Demography: May 2008 Archives

A Marc Amblinder essay (HisSpace) in The Atlantic examines the promise and pitfalls of trying to parlay online campaigning into online governing. Amblinger's thesis: Barack Obama is likely to do it because he can but leaves open the question of whether he should.
Obama clearly intends to use the Web, if he is elected president, to transform governance just as he has transformed campaigning. Notably, he has spoken of conducting "online fireside chats" as president. And when one imagines how Obama's political army, presumably intact, might be mobilized to lobby for major legislation with just a few keystrokes, it becomes possible, for a moment at least, to imagine that he might change the political culture of Washington simply by overwhelming it.
This promise of transformation hinges on meaningful transparency.
What Obama seems to promise is, at its outer limits, a participatory democracy in which the opportunities for participation have been radically expanded. He proposes creating a public, Google-like database of every federal dollar spent. He aims to post every piece of non-emergency legislation online for five days before he signs it so that Americans can comment. A White House blog--also with comments--would be a near certainty.

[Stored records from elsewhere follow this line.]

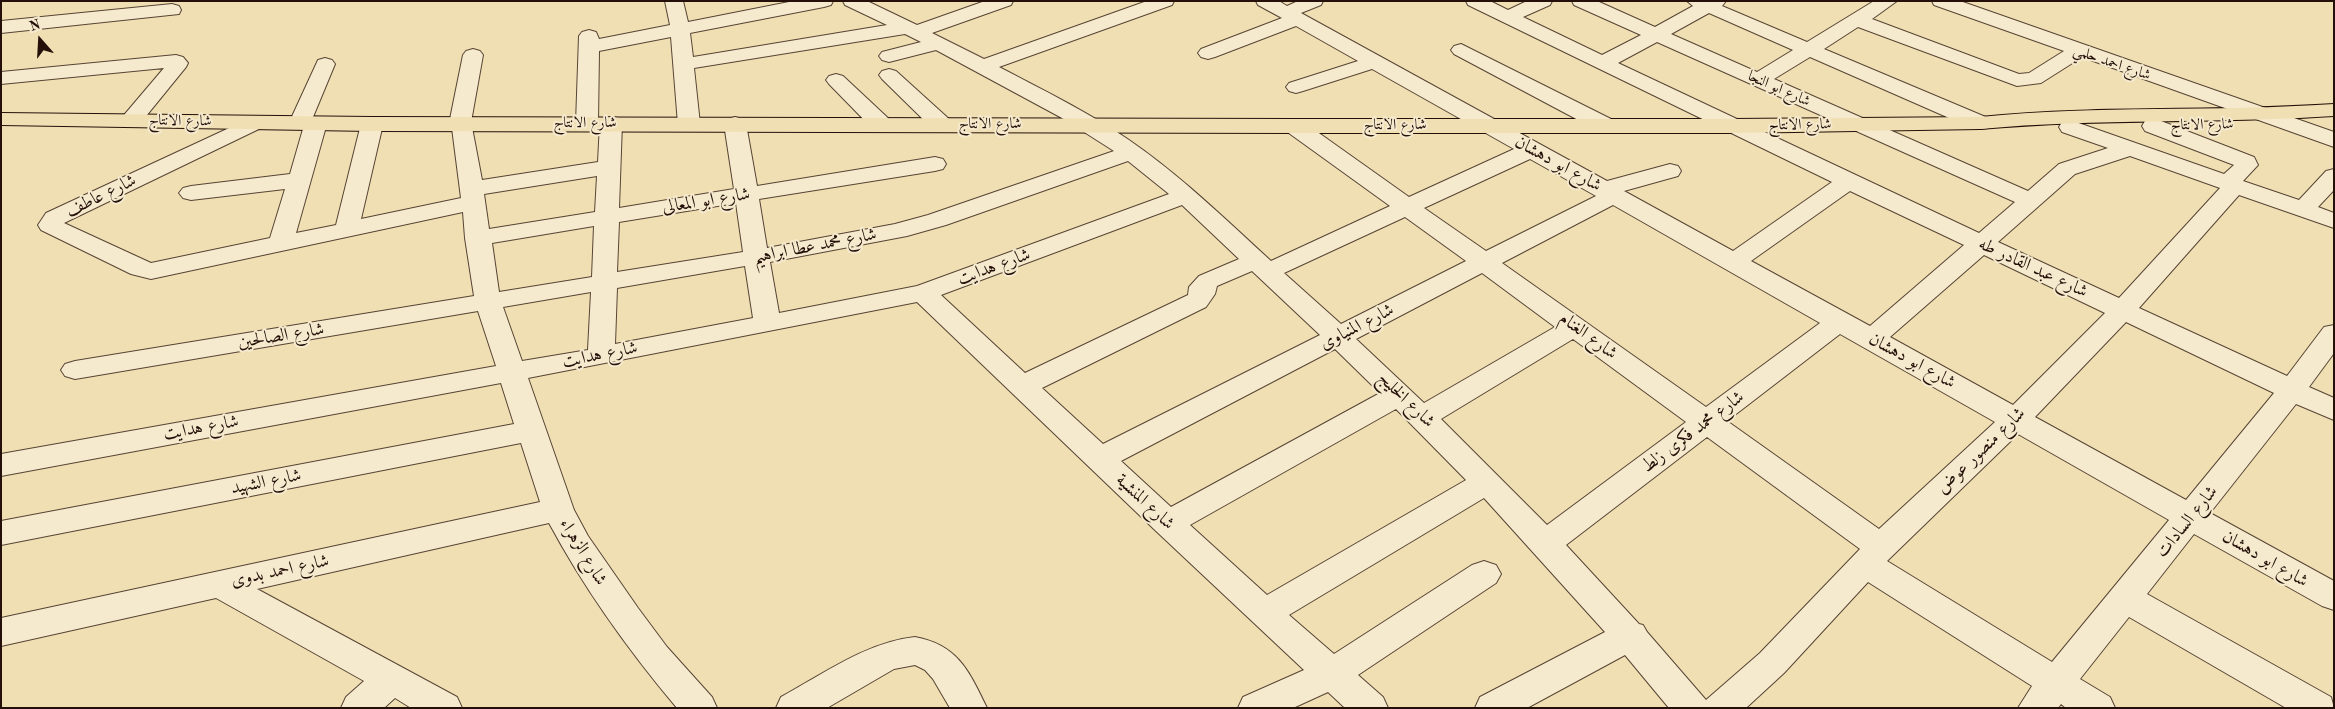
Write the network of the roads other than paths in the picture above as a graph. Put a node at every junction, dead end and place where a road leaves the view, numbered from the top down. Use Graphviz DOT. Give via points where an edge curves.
graph roads {
  1 [pos="674,1"];
  2 [pos="824,1"];
  3 [pos="1004,1"];
  4 [pos="1165,1"];
  5 [pos="1265,1"];
  6 [pos="1314,1"];
  7 [pos="1475,1"];
  8 [pos="1542,1"];
  9 [pos="1581,1"];
  10 [pos="1888,1"];
  11 [pos="1941,1"];
  12 [pos="1965,1"];
  13 [pos="855,2"];
  14 [pos="1706,3"];
  15 [pos="172,10"];
  16 [pos="780,10"];
  17 [pos="1292,16"];
  18 [pos="1508,18"];
  19 [pos="1857,20"];
  20 [pos="1,27"];
  21 [pos="680,29"];
  22 [pos="912,30"];
  23 [pos="1656,34"];
  24 [pos="818,43"];
  25 [pos="938,44"];
  26 [pos="1461,50"];
  27 [pos="1808,50"];
  28 [pos="2078,51"];
  29 [pos="1208,53"];
  30 [pos="473,55"];
  31 [pos="1375,62"];
  32 [pos="1603,63"];
  33 [pos="325,64"];
  34 [pos="684,64"];
  35 [pos="984,66"];
  36 [pos="1,78"];
  37 [pos="836,80"];
  38 [pos="1758,80"];
  39 [pos="1296,87"];
  40 [pos="2334,110"];
  41 [pos="2260,115"];
  42 [pos="1,119"];
  43 [pos="2284,119"];
  44 [pos="130,121"];
  45 [pos="255,122"];
  46 [pos="1980,122"];
  47 [pos="308,123"];
  48 [pos="599,123"];
  49 [pos="2306,123"];
  50 [pos="372,124"];
  51 [pos="461,124"];
  52 [pos="689,124"];
  53 [pos="735,124"];
  54 [pos="881,124"];
  55 [pos="942,124"];
  56 [pos="1090,124"];
  57 [pos="1857,124"];
  58 [pos="1489,125"];
  59 [pos="1294,126"];
  60 [pos="1605,126"];
  61 [pos="1732,126"];
  62 [pos="2153,126"];
  63 [pos="2070,127"];
  64 [pos="2332,133"];
  65 [pos="2130,149"];
  66 [pos="1533,150"];
  67 [pos="1132,152"];
  68 [pos="935,164"];
  69 [pos="609,167"];
  70 [pos="1670,171"];
  71 [pos="2334,176"];
  72 [pos="299,180"];
  73 [pos="1849,181"];
  74 [pos="2232,185"];
  75 [pos="1610,192"];
  76 [pos="191,193"];
  77 [pos="746,194"];
  78 [pos="472,196"];
  79 [pos="1184,196"];
  80 [pos="2032,201"];
  81 [pos="1408,207"];
  82 [pos="2303,210"];
  83 [pos="607,217"];
  84 [pos="2334,220"];
  85 [pos="347,229"];
  86 [pos="477,238"];
  87 [pos="1981,243"];
  88 [pos="281,244"];
  89 [pos="757,257"];
  90 [pos="1734,261"];
  91 [pos="1485,262"];
  92 [pos="1261,266"];
  93 [pos="604,283"];
  94 [pos="923,293"];
  95 [pos="488,302"];
  96 [pos="2123,310"];
  97 [pos="1840,321"];
  98 [pos="767,323"];
  99 [pos="1574,326"];
  100 [pos="2334,333"];
  101 [pos="1339,336"];
  102 [pos="1872,338"];
  103 [pos="601,356"];
  104 [pos="75,370"];
  105 [pos="510,372"];
  106 [pos="1022,386"];
  107 [pos="2292,390"];
  108 [pos="1400,394"];
  109 [pos="2334,410"];
  110 [pos="1423,416"];
  111 [pos="2016,419"];
  112 [pos="1706,422"];
  113 [pos="530,430"];
  114 [pos="1099,459"];
  115 [pos="1,464"];
  116 [pos="1487,482"];
  117 [pos="558,510"];
  118 [pos="2192,517"];
  119 [pos="1167,522"];
  120 [pos="1,533"];
  121 [pos="1546,543"];
  122 [pos="1873,556"];
  123 [pos="1484,574"];
  124 [pos="218,584"];
  125 [pos="2334,597"];
  126 [pos="2125,598"];
  127 [pos="1264,613"];
  128 [pos="1,632"];
  129 [pos="1630,635"];
  130 [pos="1332,674"];
  131 [pos="392,679"];
  132 [pos="2046,695"];
  133 [pos="687,704"];
  134 [pos="359,708"];
  135 [pos="444,708"];
  136 [pos="794,708"];
  137 [pos="969,708"];
  138 [pos="1256,708"];
  139 [pos="1370,708"];
  140 [pos="1493,708"];
  141 [pos="1691,708"];
  142 [pos="1720,708"];
  143 [pos="2097,708"];
  144 [pos="2318,708"];
  1 -- 21 [label="street"];
  2 -- 16 [label="street"];
  3 -- 22 [label="street"];
  4 -- 35 [label="street"];
  5 -- 17 [label="street, شارع ابو دهشان"];
  6 -- 17 [label="street"];
  7 -- 18 [label="street, شارع عبد القادر طه"];
  8 -- 18 [label="street"];
  9 -- 23 [label="street, شارع ابو النجا"];
  10 -- 19 [label="street"];
  11 -- 28 [label="street, شارع احمد حلمي"];
  12 -- 43 [label="street, شارع احمد حلمي"];
  13 -- 22 [label="street, شارع الخليج"];
  14 -- 23 [label="street"];
  14 -- 27 [label="street"];
  15 -- 20 [label="street"];
  16 -- 21 [label="street"];
  16 -- 24 [label="street"];
  17 -- 29 [label="street"];
  17 -- 31 [label="street, شارع ابو دهشان"];
  18 -- 32 [label="street, شارع عبد القادر طه"];
  19 -- 27 [label="street"];
  19 -- 28 [label="street" via="2017,80 2034,79"];
  21 -- 34 [label="street"];
  21 -- 48 [label="street" via="589,42"];
  22 -- 24 [label="street"];
  22 -- 25 [label="street, شارع الخليج"];
  23 -- 32 [label="street"];
  23 -- 38 [label="street, شارع ابو النجا"];
  24 -- 34 [label="street"];
  25 -- 35 [label="street, شارع الخليج"];
  25 -- 55 [label="street" via="889,65"];
  26 -- 60 [label="street"];
  27 -- 38 [label="street"];
  27 -- 46 [label="street"];
  28 -- 41 [label="street, شارع احمد حلمي"];
  30 -- 51 [label="street, شارع الزهراء"];
  31 -- 39 [label="street"];
  31 -- 58 [label="street, شارع ابو دهشان"];
  32 -- 61 [label="street, شارع عبد القادر طه"];
  33 -- 47 [label="street"];
  34 -- 52 [label="street"];
  35 -- 56 [label="street, شارع الخليج"];
  36 -- 44 [label="street" via="176,61 178,63"];
  37 -- 54 [label="street"];
  38 -- 57 [label="street, شارع ابو النجا"];
  40 -- 43 [label="main road, شارع الانتاج"];
  41 -- 43 [label="main road, شارع الانتاج"];
  41 -- 46 [label="main road, شارع الانتاج"];
  42 -- 44 [label="main road, شارع الانتاج"];
  43 -- 49 [label="main road, شارع الانتاج"];
  43 -- 62 [label="main road, شارع الانتاج"];
  43 -- 64 [label="street, شارع احمد حلمي"];
  44 -- 45 [label="main road, شارع الانتاج"];
  45 -- 47 [label="main road, شارع الانتاج"];
  45 -- 88 [label="street, شارع عاطف" via="50,223 142,271"];
  46 -- 57 [label="main road, شارع الانتاج"];
  46 -- 63 [label="main road, شارع الانتاج" via="2022,127"];
  47 -- 50 [label="main road, شارع الانتاج"];
  47 -- 72 [label="street"];
  48 -- 51 [label="main road, شارع الانتاج"];
  48 -- 52 [label="main road, شارع الانتاج"];
  48 -- 69 [label="street"];
  49 -- 64 [label="street"];
  50 -- 51 [label="main road, شارع الانتاج"];
  50 -- 85 [label="street"];
  51 -- 78 [label="street, شارع الزهراء"];
  52 -- 53 [label="main road, شارع الانتاج"];
  53 -- 54 [label="main road, شارع الانتاج"];
  53 -- 77 [label="street"];
  54 -- 55 [label="main road, شارع الانتاج"];
  55 -- 56 [label="main road, شارع الانتاج"];
  56 -- 59 [label="main road, شارع الانتاج"];
  56 -- 67 [label="street, شارع الخليج"];
  57 -- 61 [label="main road, شارع الانتاج"];
  57 -- 80 [label="street, شارع ابو النجا"];
  58 -- 59 [label="main road, شارع الانتاج"];
  58 -- 60 [label="main road, شارع الانتاج"];
  58 -- 66 [label="street, شارع ابو دهشان"];
  59 -- 81 [label="street, شارع الغنام"];
  60 -- 61 [label="main road, شارع الانتاج"];
  61 -- 73 [label="street, شارع عبد القادر طه"];
  62 -- 63 [label="main road, شارع الانتاج"];
  62 -- 74 [label="street, شارع منصور عوض" via="2246,162 2247,166"];
  63 -- 65 [label="street"];
  65 -- 74 [label="street"];
  65 -- 80 [label="street" via="2067,169"];
  66 -- 75 [label="street, شارع ابو دهشان"];
  66 -- 81 [label="street"];
  67 -- 79 [label="street, شارع الخليج"];
  67 -- 89 [label="street, شارع محمد عطا ابراهيم" via="918,225"];
  68 -- 77 [label="street, شارع ابو المعالى"];
  69 -- 78 [label="street"];
  69 -- 83 [label="street"];
  70 -- 75 [label="street"];
  71 -- 82 [label="street"];
  72 -- 76 [label="street"];
  72 -- 88 [label="street"];
  73 -- 87 [label="street, شارع عبد القادر طه"];
  73 -- 90 [label="street"];
  74 -- 82 [label="street"];
  74 -- 96 [label="street, شارع منصور عوض"];
  75 -- 90 [label="street, شارع ابو دهشان"];
  75 -- 91 [label="street, شارع المنياوى"];
  77 -- 83 [label="street, شارع ابو المعالى"];
  77 -- 89 [label="street"];
  78 -- 85 [label="street"];
  78 -- 86 [label="street, شارع الزهراء"];
  79 -- 92 [label="street, شارع الخليج"];
  79 -- 94 [label="street, شارع هدايت"];
  80 -- 87 [label="street"];
  81 -- 91 [label="street, شارع الغنام"];
  81 -- 92 [label="street"];
  82 -- 84 [label="street"];
  83 -- 86 [label="street, شارع ابو المعالى"];
  83 -- 93 [label="street"];
  85 -- 88 [label="street"];
  86 -- 95 [label="street, شارع الزهراء"];
  87 -- 96 [label="street, شارع عبد القادر طه"];
  87 -- 102 [label="street"];
  89 -- 93 [label="street, شارع محمد عطا ابراهيم"];
  89 -- 98 [label="street"];
  90 -- 97 [label="street, شارع ابو دهشان"];
  91 -- 99 [label="street, شارع الغنام"];
  91 -- 101 [label="street, شارع المنياوى"];
  92 -- 101 [label="street, شارع الخليج"];
  92 -- 106 [label="street" via="1208,281 1197,301"];
  93 -- 95 [label="street, شارع محمد عطا ابراهيم"];
  93 -- 103 [label="street"];
  94 -- 98 [label="street, شارع هدايت"];
  94 -- 106 [label="street, شارع المنشية"];
  95 -- 104 [label="street, شارع الصالحين"];
  95 -- 105 [label="street, شارع الزهراء"];
  96 -- 107 [label="street, شارع عبد القادر طه"];
  96 -- 111 [label="street, شارع منصور عوض"];
  97 -- 102 [label="street, شارع ابو دهشان"];
  97 -- 112 [label="street, شارع محمد فكرى زلط"];
  98 -- 103 [label="street, شارع هدايت"];
  99 -- 110 [label="street"];
  99 -- 112 [label="street, شارع الغنام"];
  100 -- 107 [label="street, شارع السادات"];
  101 -- 108 [label="street, شارع الخليج"];
  101 -- 114 [label="street, شارع المنياوى"];
  102 -- 111 [label="street, شارع ابو دهشان"];
  103 -- 105 [label="street, شارع هدايت"];
  105 -- 113 [label="street, شارع الزهراء"];
  105 -- 115 [label="street, شارع هدايت"];
  106 -- 114 [label="street, شارع المنشية"];
  107 -- 109 [label="street, شارع عبد القادر طه"];
  107 -- 118 [label="street, شارع السادات"];
  108 -- 110 [label="street, شارع الخليج"];
  108 -- 119 [label="street"];
  110 -- 116 [label="street, شارع الخليج"];
  111 -- 118 [label="street, شارع ابو دهشان"];
  111 -- 122 [label="street, شارع منصور عوض"];
  112 -- 121 [label="street, شارع محمد فكرى زلط"];
  112 -- 122 [label="street, شارع الغنام"];
  113 -- 117 [label="street, شارع الزهراء"];
  113 -- 120 [label="street, شارع الشهيد"];
  114 -- 119 [label="street, شارع المنشية"];
  116 -- 121 [label="street, شارع الخليج"];
  116 -- 127 [label="street"];
  117 -- 124 [label="street, شارع احمد بدوى"];
  117 -- 133 [label="street, شارع الزهراء" via="582,553"];
  118 -- 125 [label="street, شارع ابو دهشان"];
  118 -- 126 [label="street, شارع السادات"];
  119 -- 127 [label="street, شارع المنشية"];
  121 -- 129 [label="street, شارع الخليج"];
  122 -- 132 [label="street, شارع الغنام"];
  122 -- 142 [label="street, شارع منصور عوض" via="1772,663"];
  123 -- 130 [label="street"];
  124 -- 128 [label="street, شارع احمد بدوى"];
  124 -- 131 [label="street"];
  126 -- 132 [label="street, شارع السادات"];
  126 -- 144 [label="street"];
  127 -- 130 [label="street, شارع المنشية"];
  129 -- 140 [label="street"];
  129 -- 141 [label="street, شارع الخليج"];
  130 -- 138 [label="street"];
  130 -- 139 [label="street, شارع المنشية"];
  131 -- 134 [label="street"];
  131 -- 135 [label="street"];
  132 -- 143 [label="street, شارع الغنام"];
  136 -- 137 [label="street" via="882,659 897,652 914,650 940,660"];
}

Overseeing this new apparatus would be a chief technology officer.
As an aside, that would radically redefine the role of CTO (not that the world of three-letter acronyms needed anymore confusion). The challenge here is a not just to appear to be a participatory democracy but to actually be one.

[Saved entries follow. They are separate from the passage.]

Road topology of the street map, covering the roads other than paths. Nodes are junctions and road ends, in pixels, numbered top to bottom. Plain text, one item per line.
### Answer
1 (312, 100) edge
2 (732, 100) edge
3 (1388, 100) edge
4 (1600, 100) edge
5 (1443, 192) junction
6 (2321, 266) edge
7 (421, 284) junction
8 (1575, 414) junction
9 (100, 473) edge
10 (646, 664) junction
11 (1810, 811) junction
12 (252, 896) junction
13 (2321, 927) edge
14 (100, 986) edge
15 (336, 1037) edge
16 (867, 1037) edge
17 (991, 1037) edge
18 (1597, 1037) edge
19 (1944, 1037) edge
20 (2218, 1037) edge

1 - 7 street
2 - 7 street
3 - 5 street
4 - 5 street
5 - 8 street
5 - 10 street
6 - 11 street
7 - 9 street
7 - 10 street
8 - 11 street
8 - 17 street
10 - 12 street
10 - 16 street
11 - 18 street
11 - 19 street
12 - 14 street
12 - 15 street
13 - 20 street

If Obama wins, and if he can harness the Web as a unifying force once the voting is done, he could be a powerful president indeed--the kind that might even deliver on some of the audacious promises that Obama the candidate has made. But the Web, like the politics it seeks to transform, is unruly and fickle. The online networks that have turbocharged Obama's candidacy could end up hemming him in, and even stalling his agenda, as president.

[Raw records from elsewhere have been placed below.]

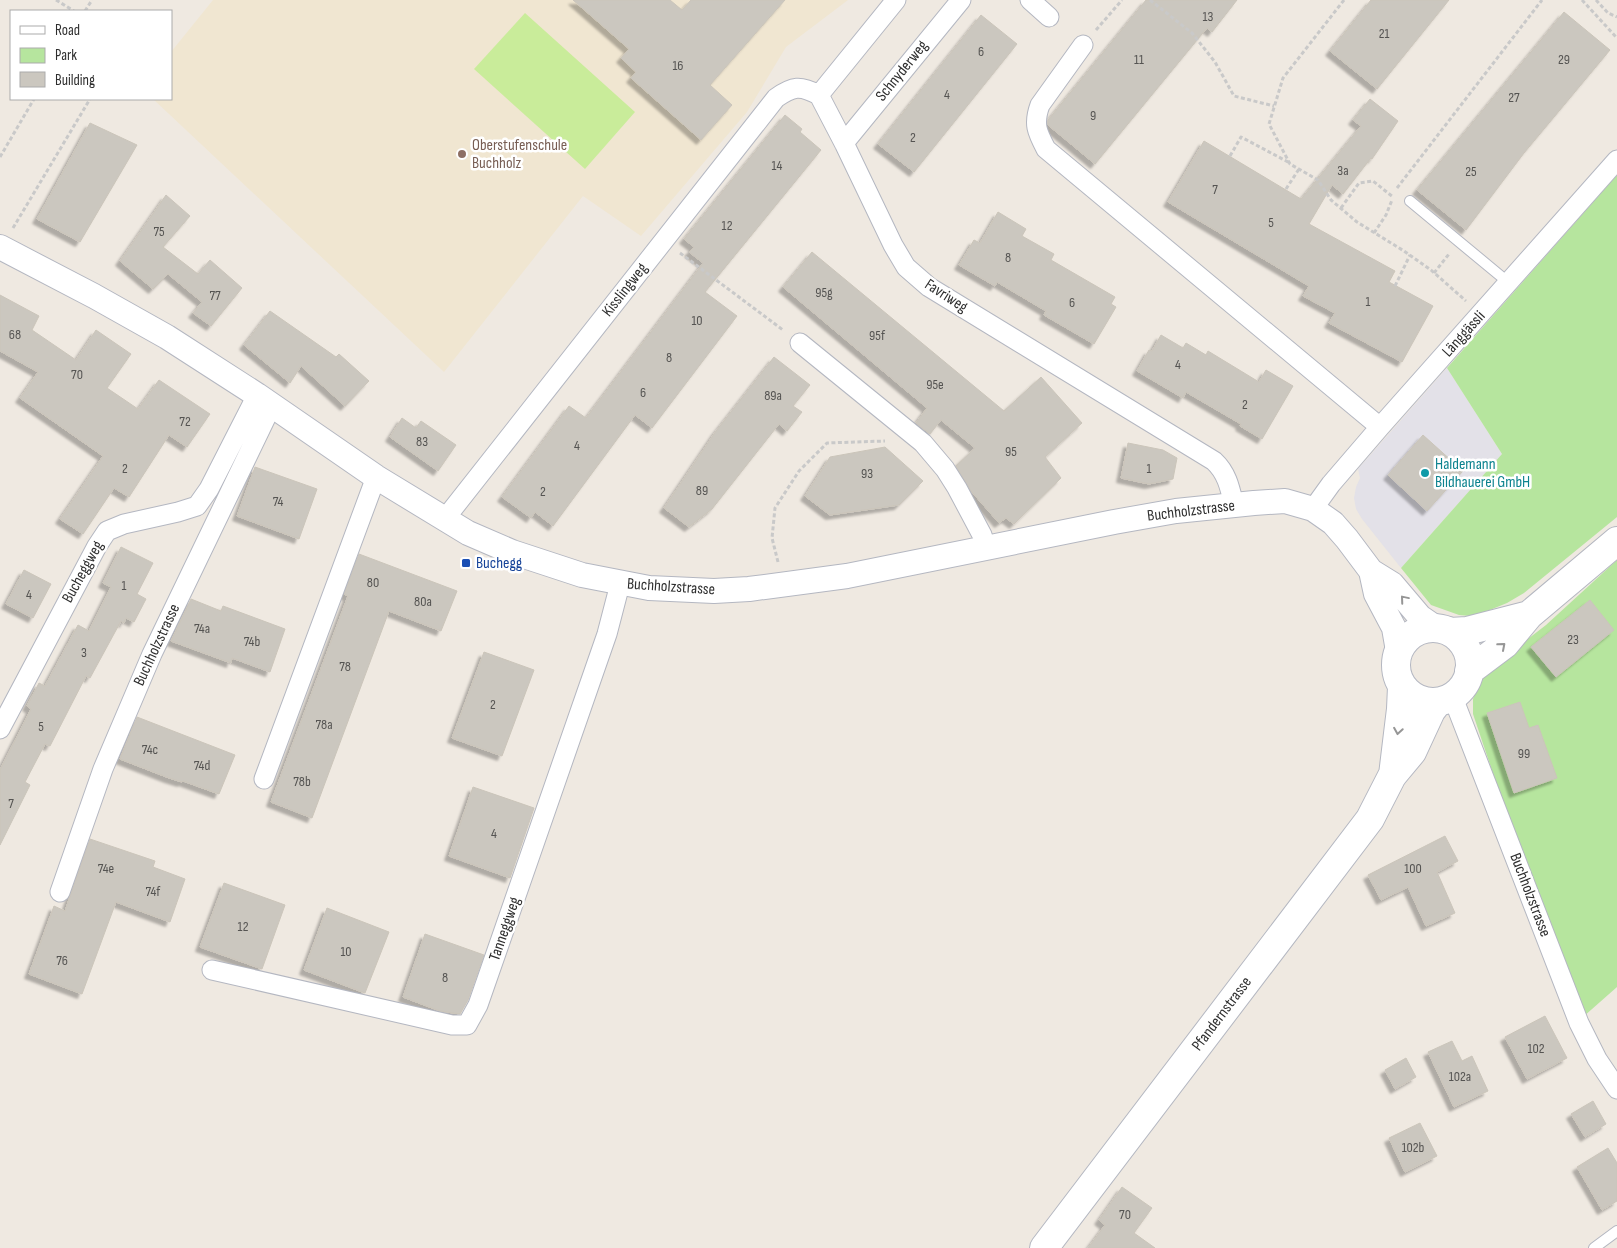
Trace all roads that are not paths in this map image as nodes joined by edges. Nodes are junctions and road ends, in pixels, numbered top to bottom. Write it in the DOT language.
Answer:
graph roads {
  1 [pos="896,0"];
  2 [pos="961,0"];
  3 [pos="1030,0"];
  4 [pos="1050,17"];
  5 [pos="1083,45"];
  6 [pos="818,95"];
  7 [pos="844,143"];
  8 [pos="1617,160"];
  9 [pos="1410,201"];
  10 [pos="1,248"];
  11 [pos="1509,283"];
  12 [pos="800,343"];
  13 [pos="264,400"];
  14 [pos="1380,427"];
  15 [pos="376,477"];
  16 [pos="1234,505"];
  17 [pos="1313,510"];
  18 [pos="444,520"];
  19 [pos="1617,541"];
  20 [pos="986,547"];
  21 [pos="1370,571"];
  22 [pos="620,584"];
  23 [pos="1529,615"];
  24 [pos="1443,630"];
  25 [pos="1398,651"];
  26 [pos="1470,671"];
  27 [pos="1402,687"];
  28 [pos="1444,700"];
  29 [pos="0,729"];
  30 [pos="1392,776"];
  31 [pos="264,779"];
  32 [pos="60,892"];
  33 [pos="212,970"];
  34 [pos="1617,1089"];
  35 [pos="1617,1231"];
  36 [pos="1044,1248"];
  37 [pos="1594,1248"];
  1 -- 6 [label="street"];
  2 -- 7 [label="street, Schnyderweg"];
  3 -- 4 [label="street"];
  5 -- 14 [label="street"];
  6 -- 7 [label="street, Favriweg"];
  6 -- 18 [label="street, Kisslingweg"];
  7 -- 16 [label="street, Favriweg"];
  8 -- 11 [label="street, Länggässli"];
  9 -- 11 [label="lane"];
  10 -- 13 [label="street, Buchholzstrasse"];
  11 -- 14 [label="street, Länggässli"];
  12 -- 20 [label="street"];
  13 -- 15 [label="street, Buchholzstrasse"];
  13 -- 29 [label="street, Bucheggweg"];
  13 -- 32 [label="street, Buchholzstrasse"];
  14 -- 17 [label="street, Länggässli"];
  15 -- 18 [label="street, Buchholzstrasse"];
  15 -- 31 [label="street"];
  16 -- 17 [label="street, Buchholzstrasse"];
  16 -- 20 [label="street, Buchholzstrasse"];
  17 -- 21 [label="street, Buchholzstrasse"];
  18 -- 22 [label="street, Buchholzstrasse"];
  19 -- 23 [label="main road"];
  20 -- 22 [label="street, Buchholzstrasse"];
  24 -- 21 [label="street, Buchholzstrasse, one-way"];
  21 -- 25 [label="street, Buchholzstrasse"];
  22 -- 33 [label="street, Tanneggweg"];
  23 -- 24 [label="main road"];
  26 -- 23 [label="main road, one-way"];
  24 -- 25 [label="main road"];
  24 -- 26 [label="main road"];
  25 -- 27 [label="main road"];
  26 -- 28 [label="main road"];
  27 -- 28 [label="main road"];
  27 -- 30 [label="main road, Pfandernstrasse, one-way"];
  28 -- 30 [label="main road, Pfandernstrasse"];
  28 -- 34 [label="street, Buchholzstrasse"];
  30 -- 36 [label="main road, Pfandernstrasse"];
  35 -- 37 [label="lane"];
}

Obama and the Internet have both been described by their proponents as transformational with the ability to make good on the forty year promise of open government. It is at moments like these that half measures will disappoint at a devastating scale because words such as transformation and transparency should never be seen in the same sentence as the vaguely French sounding modifier faux.

Appreciating Irony

Take a good look at a slacker video produced and posted by the California tax man. Indeed, the California Franchise Tax Board is among a growing number of public agenies that have been experimenting in public with engaging the public on the its terms. Exhibit A: YouTube videos. They are not your father's public service announcements because they are not intended to run on your father's medium of choice - television. Instead, they have a young, hip and urban sensibility more typical of viral videos that are now common on the Internet. And yes, the critics have had their say on why agencies should stay away from YouTube. This from the Christian Science Monitor:
"The state's YouTube videos vary in usefulness," says Jack Pitney a political scientist at Claremont McKenna College. "The public service announcements are slick but unhelpful. Who goes on YouTube to seek propaganda from a state agency? Just because you can go on YouTube, doesn't mean that you should."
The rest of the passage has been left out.